February 17th, 18th and 19th—Plenty of "grape," i. e., rumors afloat of a speedy general exchange. I have written home by my old college-mate, Capt. Zeke Crocker, who is on the exchange list. Much of my time is spent writing to my lady friends in the Valley of Virginia and Baltimore, and to relatives South. No letters from home, however, reached me by flag of truce boat, though I know they have been written. The authorities are intentionally negligent about forwarding and delivering our letters from Dixie to us. Have read "Macaria," by Miss Evans; "The Caxtons," by Bulwer, and am reviewing arithmetic and algebra. A number of valuable books have been sent us by the ever thoughtful and attentive Baltimore ladies. They will never know how much they have done, in various kindly ways, to ameliorate our unhappy condition and relieve the dull tedium of our monotonous life. God bless the noble women of Baltimore! They are angels of mercy to us. The supply of drinking water has been scarce and insufficient lately, and those who have been too nice to use the filthy ditch water, so unpleasant to sight and smell, for bathing purposes, have been forbidden to use the fresh water in the hogsheads. The drinking water is brought over from Brandywine creek, and is dipped out of the hogsheads by means of tin cups, coffee pots, buckets, etc. It cannot be clean, but is greatly to be preferred to the brackish ditch water. It is to be hoped we will not have a water famine. Many pleasant acquaintances have been formed recently.
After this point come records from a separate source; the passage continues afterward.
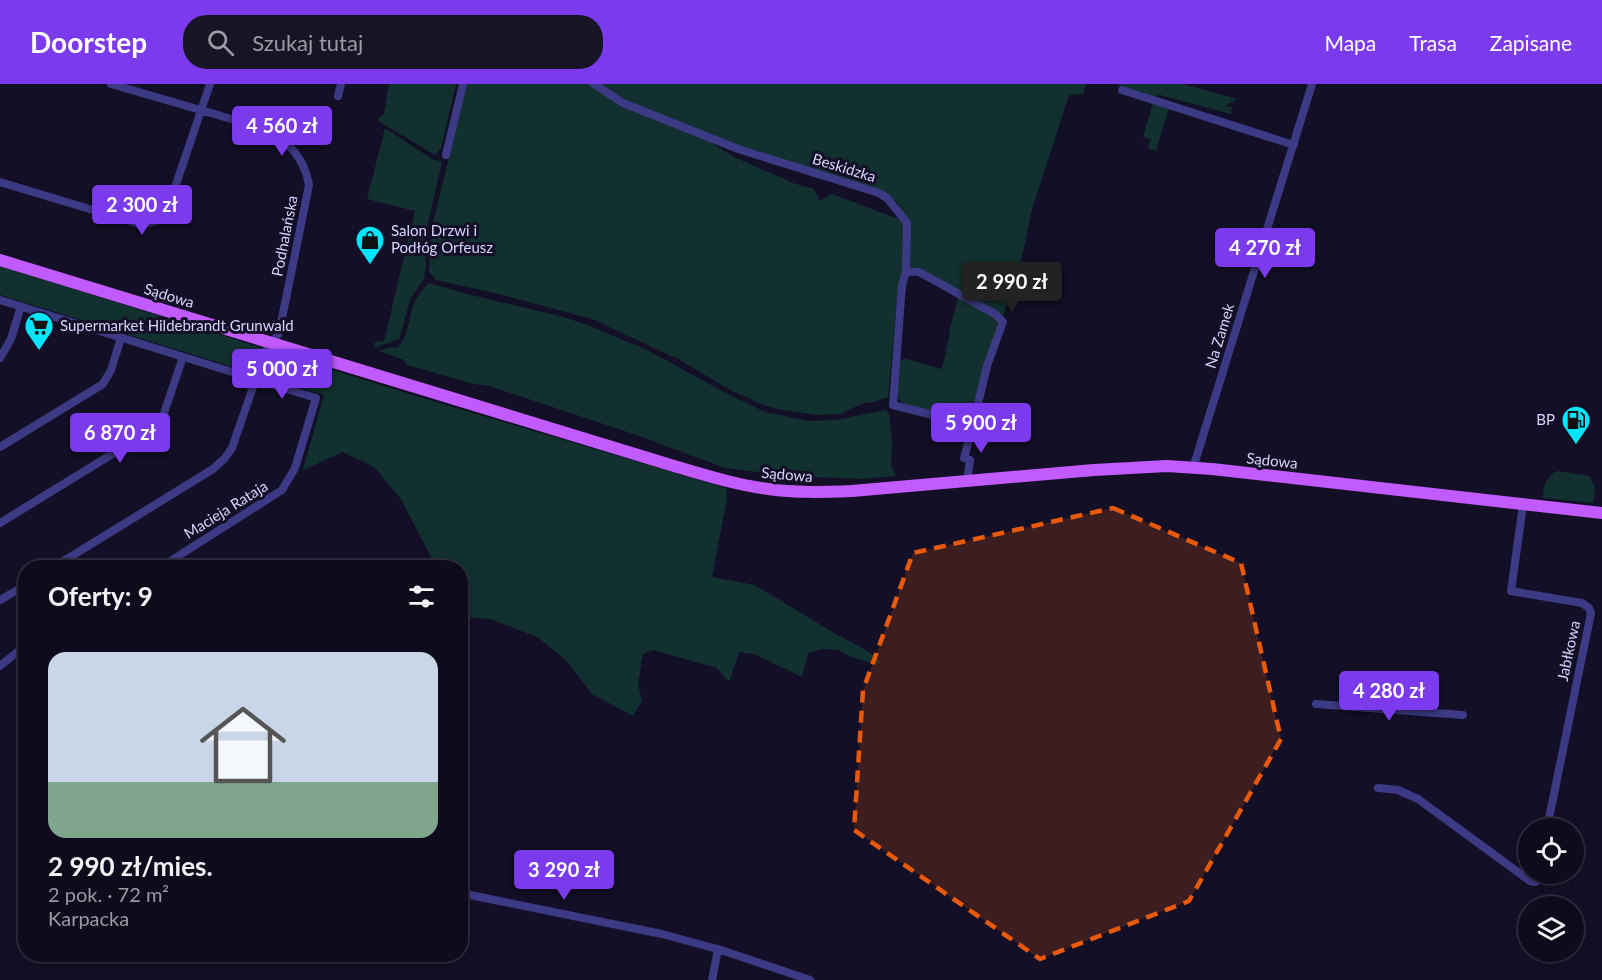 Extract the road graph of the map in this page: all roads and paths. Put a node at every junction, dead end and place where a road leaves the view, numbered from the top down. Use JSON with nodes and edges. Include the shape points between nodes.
{"nodes":[{"id":1,"x":111,"y":84,"type":"edge"},
{"id":2,"x":210,"y":84,"type":"edge"},
{"id":3,"x":341,"y":84,"type":"edge"},
{"id":4,"x":463,"y":84,"type":"edge"},
{"id":5,"x":594,"y":84,"type":"edge"},
{"id":6,"x":1312,"y":84,"type":"edge"},
{"id":7,"x":1122,"y":90,"type":"dead end"},
{"id":8,"x":338,"y":96,"type":"dead end"},
{"id":9,"x":201,"y":111,"type":"junction"},
{"id":10,"x":1294,"y":145,"type":"junction"},
{"id":11,"x":446,"y":155,"type":"dead end"},
{"id":12,"x":0,"y":182,"type":"edge"},
{"id":13,"x":0,"y":260,"type":"edge"},
{"id":14,"x":906,"y":272,"type":"junction"},
{"id":15,"x":0,"y":300,"type":"edge"},
{"id":16,"x":21,"y":306,"type":"junction"},
{"id":17,"x":121,"y":338,"type":"junction"},
{"id":18,"x":271,"y":344,"type":"junction"},
{"id":19,"x":183,"y":357,"type":"junction"},
{"id":20,"x":0,"y":358,"type":"edge"},
{"id":21,"x":256,"y":379,"type":"junction"},
{"id":22,"x":973,"y":425,"type":"junction"},
{"id":23,"x":0,"y":447,"type":"edge"},
{"id":24,"x":1193,"y":468,"type":"junction"},
{"id":25,"x":967,"y":481,"type":"junction"},
{"id":26,"x":1523,"y":505,"type":"junction"},
{"id":27,"x":1602,"y":513,"type":"edge"},
{"id":28,"x":0,"y":523,"type":"edge"},
{"id":29,"x":65,"y":560,"type":"edge"},
{"id":30,"x":172,"y":560,"type":"edge"},
{"id":31,"x":18,"y":590,"type":"edge"},
{"id":32,"x":0,"y":600,"type":"edge"},
{"id":33,"x":18,"y":651,"type":"edge"},
{"id":34,"x":0,"y":666,"type":"edge"},
{"id":35,"x":1316,"y":704,"type":"dead end"},
{"id":36,"x":1463,"y":715,"type":"dead end"},
{"id":37,"x":1378,"y":788,"type":"dead end"},
{"id":38,"x":1549,"y":818,"type":"edge"},
{"id":39,"x":1518,"y":872,"type":"edge"},
{"id":40,"x":468,"y":895,"type":"edge"},
{"id":41,"x":718,"y":949,"type":"junction"},
{"id":42,"x":712,"y":980,"type":"edge"},
{"id":43,"x":810,"y":980,"type":"edge"}],
"edges":[{"from":1,"to":9,"type":"street","name":"Podhalańska"},
{"from":2,"to":9,"type":"street"},
{"from":3,"to":8,"type":"street"},
{"from":4,"to":11,"type":"street"},
{"from":5,"to":14,"type":"street","name":"Beskidzka","via":[[623,104],[738,149],[879,193],[907,223]]},
{"from":6,"to":10,"type":"street","name":"Na Zamek"},
{"from":7,"to":10,"type":"street"},
{"from":9,"to":12,"type":"street","via":[[169,206],[155,222],[136,223]]},
{"from":9,"to":18,"type":"street","name":"Podhalańska","via":[[266,129],[286,141],[307,172],[309,185],[279,333]]},
{"from":10,"to":24,"type":"street","name":"Na Zamek"},
{"from":13,"to":18,"type":"main road","name":"Sądowa"},
{"from":14,"to":22,"type":"street","name":"Beskidzka","via":[[893,405]]},
{"from":14,"to":22,"type":"street","via":[[919,272],[1003,322],[987,366]]},
{"from":15,"to":16,"type":"street"},
{"from":16,"to":17,"type":"street"},
{"from":16,"to":20,"type":"street","via":[[11,339]]},
{"from":17,"to":19,"type":"street"},
{"from":17,"to":23,"type":"street","via":[[103,384]]},
{"from":18,"to":21,"type":"street","name":"Podhalańska"},
{"from":18,"to":25,"type":"main road","name":"Sądowa","via":[[759,488],[819,493]]},
{"from":19,"to":21,"type":"street"},
{"from":19,"to":28,"type":"street","via":[[163,416],[153,429]]},
{"from":21,"to":29,"type":"street","name":"Podhalańska","via":[[225,458]]},
{"from":21,"to":30,"type":"street","name":"Macieja Rataja","via":[[316,398],[295,468],[282,490]]},
{"from":22,"to":25,"type":"street","via":[[963,458],[970,460]]},
{"from":24,"to":25,"type":"main road","name":"Sądowa","via":[[1146,467]]},
{"from":24,"to":26,"type":"main road","name":"Sądowa"},
{"from":26,"to":27,"type":"main road","name":"Sądowa"},
{"from":26,"to":38,"type":"street","name":"Jabłkowa","via":[[1511,591],[1582,603],[1591,613]]},
{"from":31,"to":32,"type":"street"},
{"from":33,"to":34,"type":"street"},
{"from":35,"to":36,"type":"street"},
{"from":37,"to":39,"type":"street","via":[[1398,790],[1418,799]]},
{"from":40,"to":41,"type":"street"},
{"from":41,"to":42,"type":"street"},
{"from":41,"to":43,"type":"street"}]} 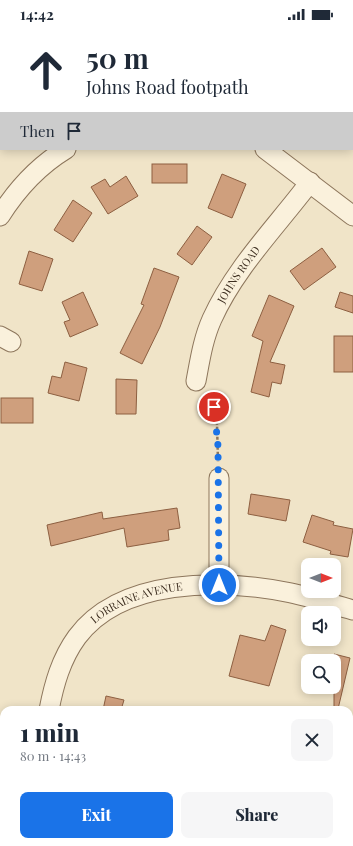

February 20th—Mr. Bennett, of Baltimore, sent me one dollar and a supply of paper, envelopes and stamps. Ahl and Wolf are, like many other civilians, "clothed in a little brief authority" over their fellow men, very arrogant and offensive. They seem to delight in harassing and annoying the defenceless victims under their care and control. They evidently regret the prospect of resumption of exchange. When we leave, their occupation as turnkeys will be gone, and the dreaded "front" stares them in the face. Their coward hearts quail at the thought. Wolf gave up watches and Confederate money to most of the prisoners. This is a good indication of approaching exchange. I am satisfied that President Davis and the Confederate Government have been ready for it at any time. No blame is attached to our leaders. Colonel Robert Ould has labored zealously in our behalf. My hopes of release have revived.

February 21st, 22d, 23d and 24th—A movement has been on foot to stop the gambling and noise after ten o'clock, and many of the leading gamblers have approved the idea. Colonel Wm. J. Clark, Twenty-fourth North Carolina troops, has been elected chief of the division, and made a short speech, announcing that, by vote, it was agreed that all lights should be put out and quiet observed after the usual nine o'clock prayers. My friends Arrington and Browne aided me actively in canvassing in favor of this excellent change. Colonel Clark is an old army officer. Midshipman Howell, a relative of Mr. Davis, is an inmate of 28. Lieutenant E. H. Crawley, Twenty-sixth Georgia; Captain J. H. Field, Eighth Georgia; Lieutenant Q. D. Finley, Eighteenth Mississippi, and Adjutant Alex. S. Webb, of Forty-fourth North Carolina troops, are among the inmates also.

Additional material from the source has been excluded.